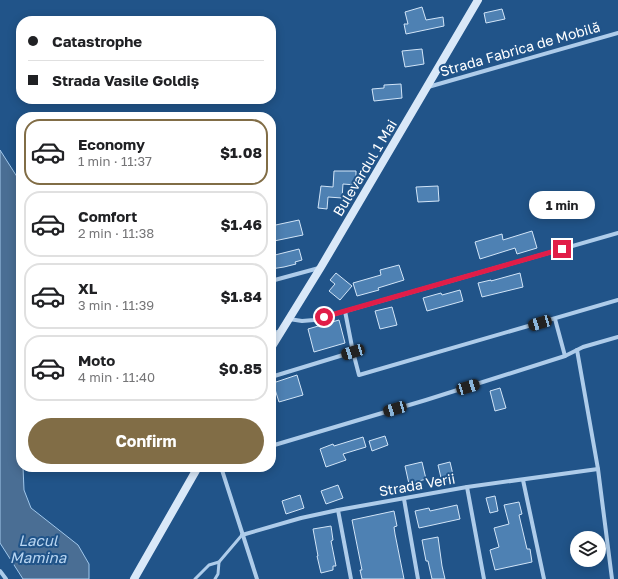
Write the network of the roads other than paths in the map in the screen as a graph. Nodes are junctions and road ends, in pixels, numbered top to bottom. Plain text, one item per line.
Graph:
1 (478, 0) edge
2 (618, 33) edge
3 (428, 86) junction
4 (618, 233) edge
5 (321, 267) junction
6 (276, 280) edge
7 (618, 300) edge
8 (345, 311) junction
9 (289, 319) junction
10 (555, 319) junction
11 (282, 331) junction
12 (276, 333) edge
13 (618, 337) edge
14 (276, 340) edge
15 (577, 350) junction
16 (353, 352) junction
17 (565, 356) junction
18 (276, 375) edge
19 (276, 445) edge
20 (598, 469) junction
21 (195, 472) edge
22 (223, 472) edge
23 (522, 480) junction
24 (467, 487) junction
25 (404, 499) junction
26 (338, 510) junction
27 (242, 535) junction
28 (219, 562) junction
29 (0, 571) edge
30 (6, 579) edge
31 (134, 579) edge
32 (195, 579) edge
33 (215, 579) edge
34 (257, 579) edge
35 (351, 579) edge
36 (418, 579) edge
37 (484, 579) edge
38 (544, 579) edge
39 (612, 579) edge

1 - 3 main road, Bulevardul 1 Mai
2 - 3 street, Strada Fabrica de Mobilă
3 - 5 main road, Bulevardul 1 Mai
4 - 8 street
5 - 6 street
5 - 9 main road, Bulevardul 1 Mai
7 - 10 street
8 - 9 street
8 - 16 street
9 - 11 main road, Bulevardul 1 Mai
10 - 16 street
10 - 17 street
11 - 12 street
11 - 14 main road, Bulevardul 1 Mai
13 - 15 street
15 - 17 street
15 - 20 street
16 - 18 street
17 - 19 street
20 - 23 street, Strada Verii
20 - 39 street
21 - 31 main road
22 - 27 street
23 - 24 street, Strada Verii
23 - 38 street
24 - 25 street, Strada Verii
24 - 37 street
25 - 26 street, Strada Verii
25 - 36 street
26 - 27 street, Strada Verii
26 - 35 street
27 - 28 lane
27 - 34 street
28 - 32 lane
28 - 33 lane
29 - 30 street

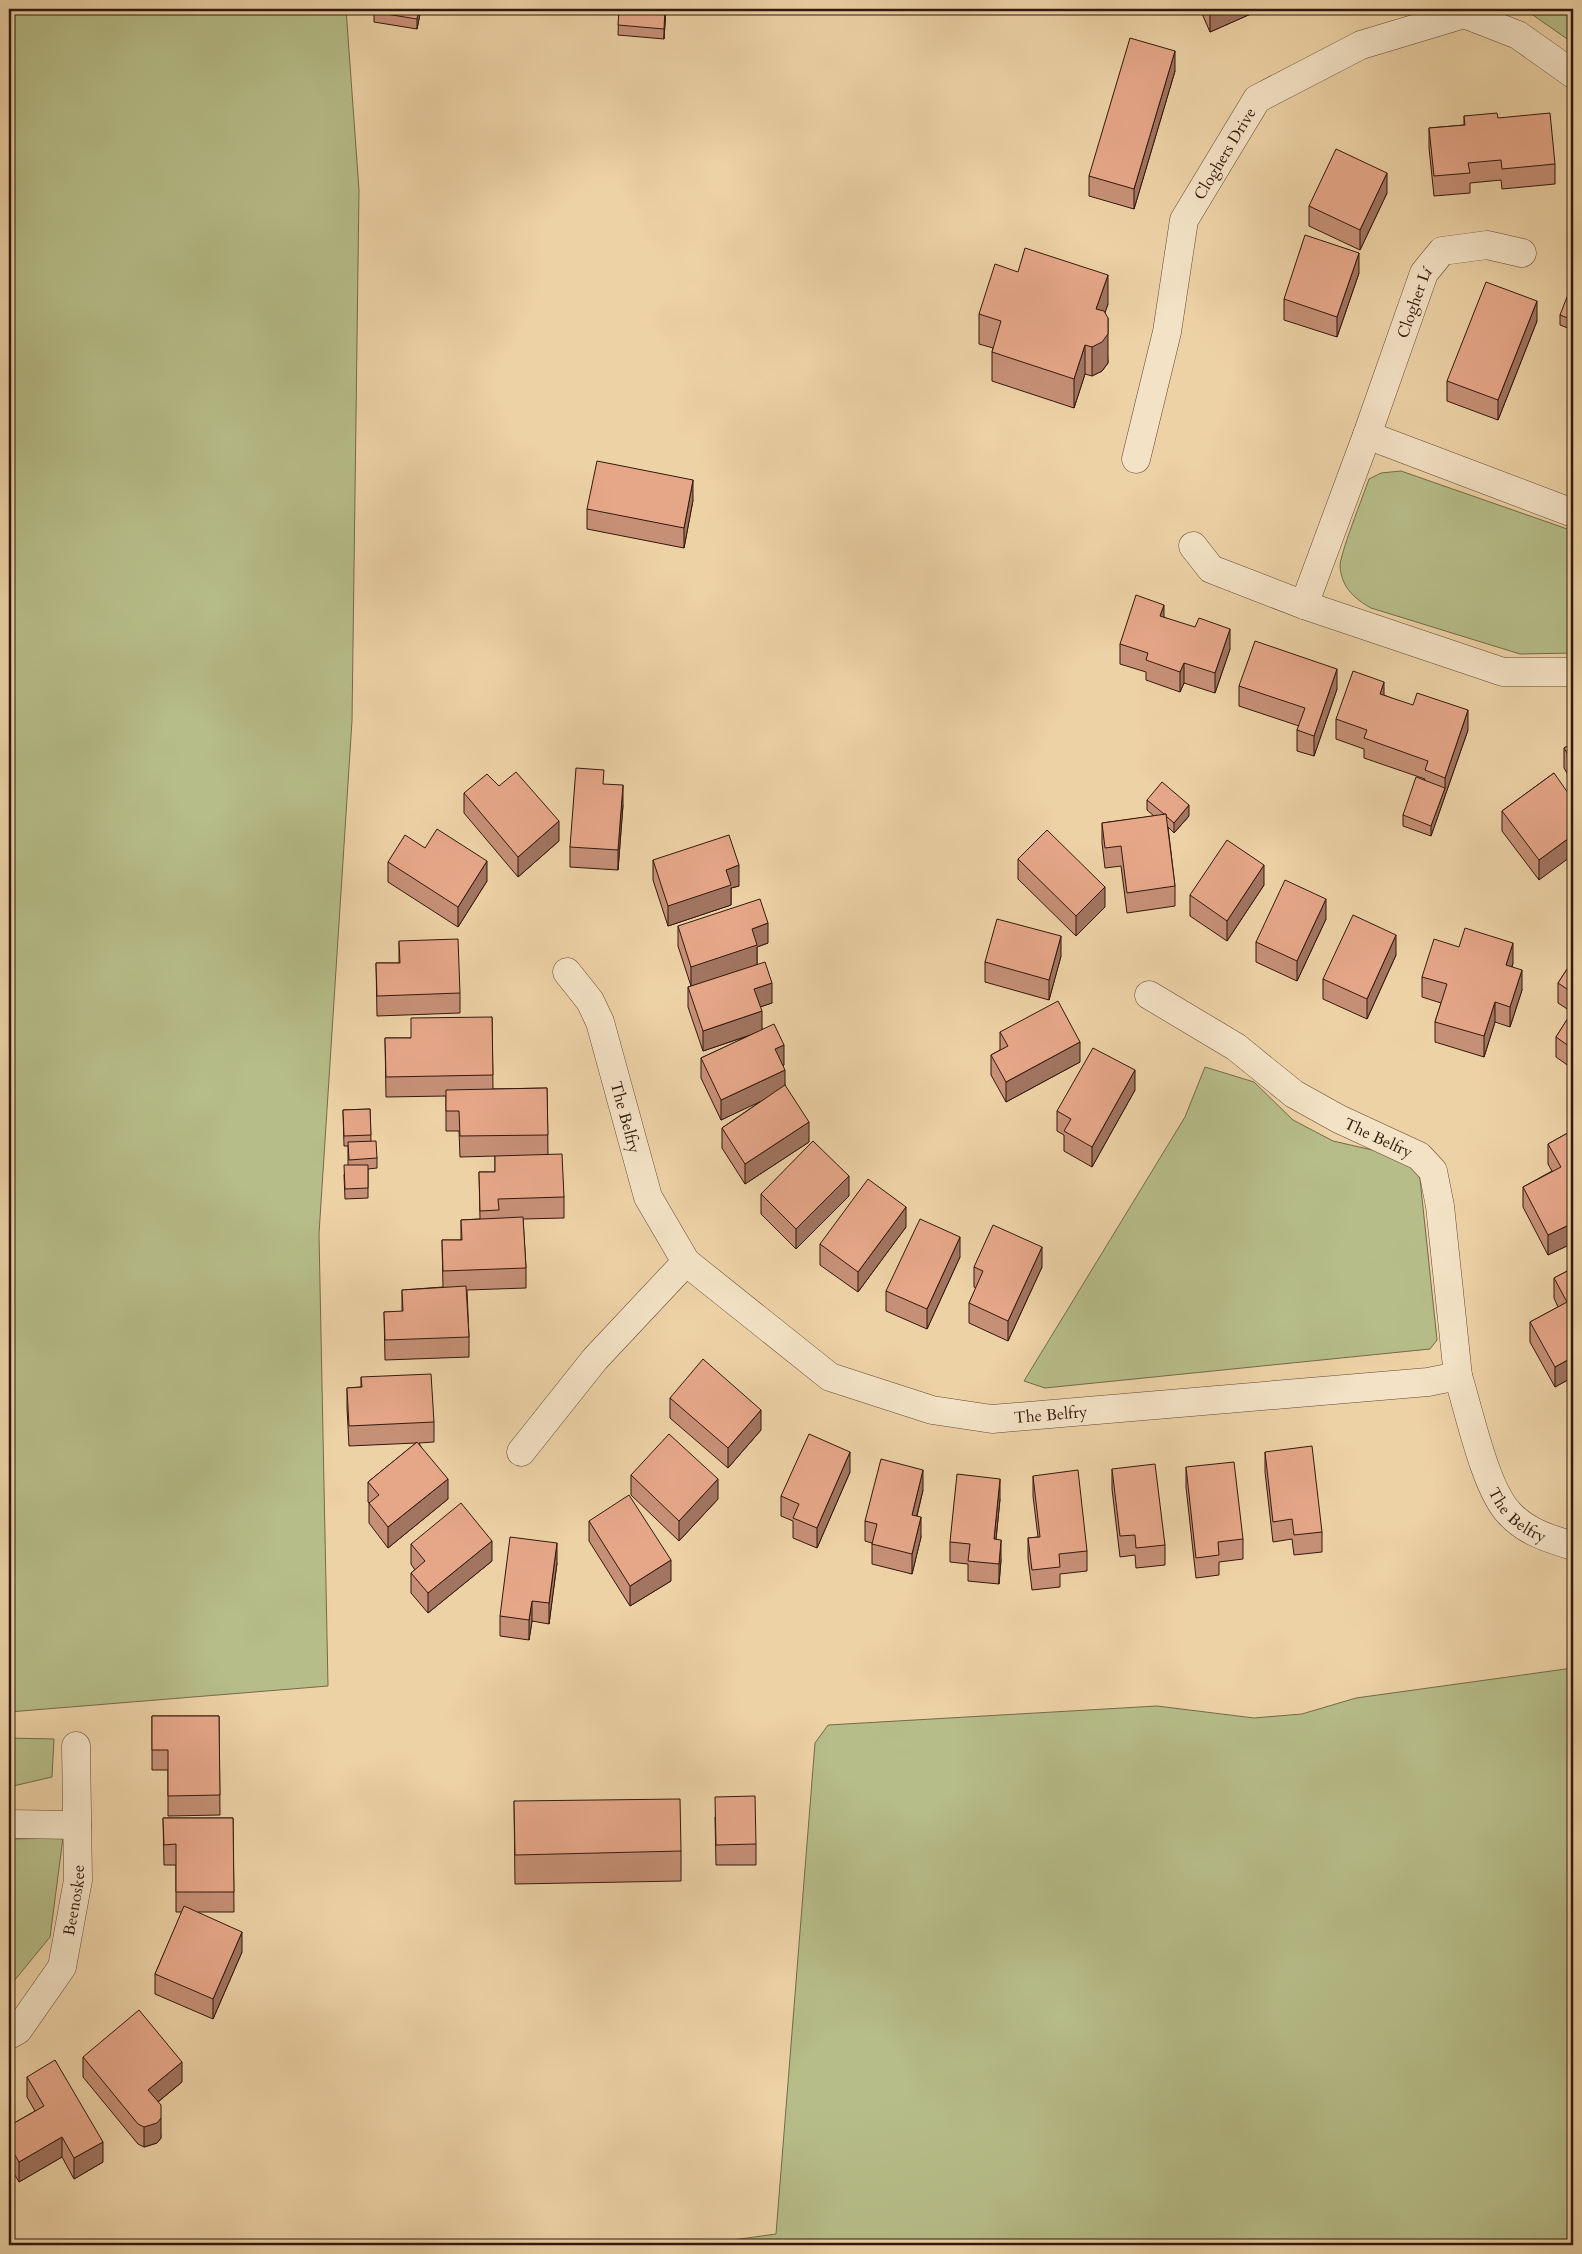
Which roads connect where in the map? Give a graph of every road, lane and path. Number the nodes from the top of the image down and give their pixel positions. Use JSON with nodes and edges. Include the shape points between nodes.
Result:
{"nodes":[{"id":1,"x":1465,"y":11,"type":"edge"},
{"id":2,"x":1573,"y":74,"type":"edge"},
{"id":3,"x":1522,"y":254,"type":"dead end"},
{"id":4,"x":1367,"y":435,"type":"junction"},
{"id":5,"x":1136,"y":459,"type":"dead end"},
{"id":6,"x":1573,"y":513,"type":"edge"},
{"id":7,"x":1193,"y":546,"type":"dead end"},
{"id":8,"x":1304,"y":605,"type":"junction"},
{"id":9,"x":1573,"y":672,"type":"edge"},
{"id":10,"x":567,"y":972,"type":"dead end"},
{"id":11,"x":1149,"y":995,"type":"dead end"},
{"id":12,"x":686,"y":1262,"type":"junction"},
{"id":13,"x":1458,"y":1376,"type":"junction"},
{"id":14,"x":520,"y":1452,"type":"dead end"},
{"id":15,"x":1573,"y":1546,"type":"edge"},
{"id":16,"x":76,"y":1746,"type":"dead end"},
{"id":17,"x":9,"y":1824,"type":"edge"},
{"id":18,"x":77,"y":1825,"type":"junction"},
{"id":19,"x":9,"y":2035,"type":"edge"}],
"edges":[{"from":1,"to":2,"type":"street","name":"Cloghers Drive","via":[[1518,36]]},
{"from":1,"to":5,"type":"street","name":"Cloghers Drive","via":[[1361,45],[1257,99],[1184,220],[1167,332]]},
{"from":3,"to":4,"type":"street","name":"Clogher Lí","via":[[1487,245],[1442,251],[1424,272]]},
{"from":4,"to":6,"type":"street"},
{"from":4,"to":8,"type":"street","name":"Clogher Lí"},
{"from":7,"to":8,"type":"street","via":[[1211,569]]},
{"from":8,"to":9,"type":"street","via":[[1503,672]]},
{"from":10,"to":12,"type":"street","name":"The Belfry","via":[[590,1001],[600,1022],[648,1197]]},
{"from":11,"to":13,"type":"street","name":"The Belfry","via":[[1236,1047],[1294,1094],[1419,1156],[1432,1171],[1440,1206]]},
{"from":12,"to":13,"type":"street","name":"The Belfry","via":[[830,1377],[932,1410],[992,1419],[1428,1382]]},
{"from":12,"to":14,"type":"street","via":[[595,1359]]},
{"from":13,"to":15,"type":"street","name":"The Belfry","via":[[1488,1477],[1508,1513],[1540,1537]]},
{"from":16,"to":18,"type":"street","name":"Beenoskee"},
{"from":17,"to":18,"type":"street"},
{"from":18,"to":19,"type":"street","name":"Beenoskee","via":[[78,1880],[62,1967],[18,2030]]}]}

(Assigned task):
Above is a listing with pictures. Write it out exactly without them.

(Completed task):
Write the network of the roads other than paths in the map in the screen as a graph. Nodes are junctions and road ends, in pixels, numbered top to bottom. Plain text, one item per line.
Graph:
1 (478, 0) edge
2 (618, 33) edge
3 (428, 86) junction
4 (618, 233) edge
5 (321, 267) junction
6 (276, 280) edge
7 (618, 300) edge
8 (345, 311) junction
9 (289, 319) junction
10 (555, 319) junction
11 (282, 331) junction
12 (276, 333) edge
13 (618, 337) edge
14 (276, 340) edge
15 (577, 350) junction
16 (353, 352) junction
17 (565, 356) junction
18 (276, 375) edge
19 (276, 445) edge
20 (598, 469) junction
21 (195, 472) edge
22 (223, 472) edge
23 (522, 480) junction
24 (467, 487) junction
25 (404, 499) junction
26 (338, 510) junction
27 (242, 535) junction
28 (219, 562) junction
29 (0, 571) edge
30 (6, 579) edge
31 (134, 579) edge
32 (195, 579) edge
33 (215, 579) edge
34 (257, 579) edge
35 (351, 579) edge
36 (418, 579) edge
37 (484, 579) edge
38 (544, 579) edge
39 (612, 579) edge

1 - 3 main road, Bulevardul 1 Mai
2 - 3 street, Strada Fabrica de Mobilă
3 - 5 main road, Bulevardul 1 Mai
4 - 8 street
5 - 6 street
5 - 9 main road, Bulevardul 1 Mai
7 - 10 street
8 - 9 street
8 - 16 street
9 - 11 main road, Bulevardul 1 Mai
10 - 16 street
10 - 17 street
11 - 12 street
11 - 14 main road, Bulevardul 1 Mai
13 - 15 street
15 - 17 street
15 - 20 street
16 - 18 street
17 - 19 street
20 - 23 street, Strada Verii
20 - 39 street
21 - 31 main road
22 - 27 street
23 - 24 street, Strada Verii
23 - 38 street
24 - 25 street, Strada Verii
24 - 37 street
25 - 26 street, Strada Verii
25 - 36 street
26 - 27 street, Strada Verii
26 - 35 street
27 - 28 lane
27 - 34 street
28 - 32 lane
28 - 33 lane
29 - 30 street

Which roads connect where in the map? Give a graph of every road, lane and path. Number the nodes from the top of the image down and give their pixel positions. Use JSON with nodes and edges. Include the shape points between nodes.
Result:
{"nodes":[{"id":1,"x":1465,"y":11,"type":"edge"},
{"id":2,"x":1573,"y":74,"type":"edge"},
{"id":3,"x":1522,"y":254,"type":"dead end"},
{"id":4,"x":1367,"y":435,"type":"junction"},
{"id":5,"x":1136,"y":459,"type":"dead end"},
{"id":6,"x":1573,"y":513,"type":"edge"},
{"id":7,"x":1193,"y":546,"type":"dead end"},
{"id":8,"x":1304,"y":605,"type":"junction"},
{"id":9,"x":1573,"y":672,"type":"edge"},
{"id":10,"x":567,"y":972,"type":"dead end"},
{"id":11,"x":1149,"y":995,"type":"dead end"},
{"id":12,"x":686,"y":1262,"type":"junction"},
{"id":13,"x":1458,"y":1376,"type":"junction"},
{"id":14,"x":520,"y":1452,"type":"dead end"},
{"id":15,"x":1573,"y":1546,"type":"edge"},
{"id":16,"x":76,"y":1746,"type":"dead end"},
{"id":17,"x":9,"y":1824,"type":"edge"},
{"id":18,"x":77,"y":1825,"type":"junction"},
{"id":19,"x":9,"y":2035,"type":"edge"}],
"edges":[{"from":1,"to":2,"type":"street","name":"Cloghers Drive","via":[[1518,36]]},
{"from":1,"to":5,"type":"street","name":"Cloghers Drive","via":[[1361,45],[1257,99],[1184,220],[1167,332]]},
{"from":3,"to":4,"type":"street","name":"Clogher Lí","via":[[1487,245],[1442,251],[1424,272]]},
{"from":4,"to":6,"type":"street"},
{"from":4,"to":8,"type":"street","name":"Clogher Lí"},
{"from":7,"to":8,"type":"street","via":[[1211,569]]},
{"from":8,"to":9,"type":"street","via":[[1503,672]]},
{"from":10,"to":12,"type":"street","name":"The Belfry","via":[[590,1001],[600,1022],[648,1197]]},
{"from":11,"to":13,"type":"street","name":"The Belfry","via":[[1236,1047],[1294,1094],[1419,1156],[1432,1171],[1440,1206]]},
{"from":12,"to":13,"type":"street","name":"The Belfry","via":[[830,1377],[932,1410],[992,1419],[1428,1382]]},
{"from":12,"to":14,"type":"street","via":[[595,1359]]},
{"from":13,"to":15,"type":"street","name":"The Belfry","via":[[1488,1477],[1508,1513],[1540,1537]]},
{"from":16,"to":18,"type":"street","name":"Beenoskee"},
{"from":17,"to":18,"type":"street"},
{"from":18,"to":19,"type":"street","name":"Beenoskee","via":[[78,1880],[62,1967],[18,2030]]}]}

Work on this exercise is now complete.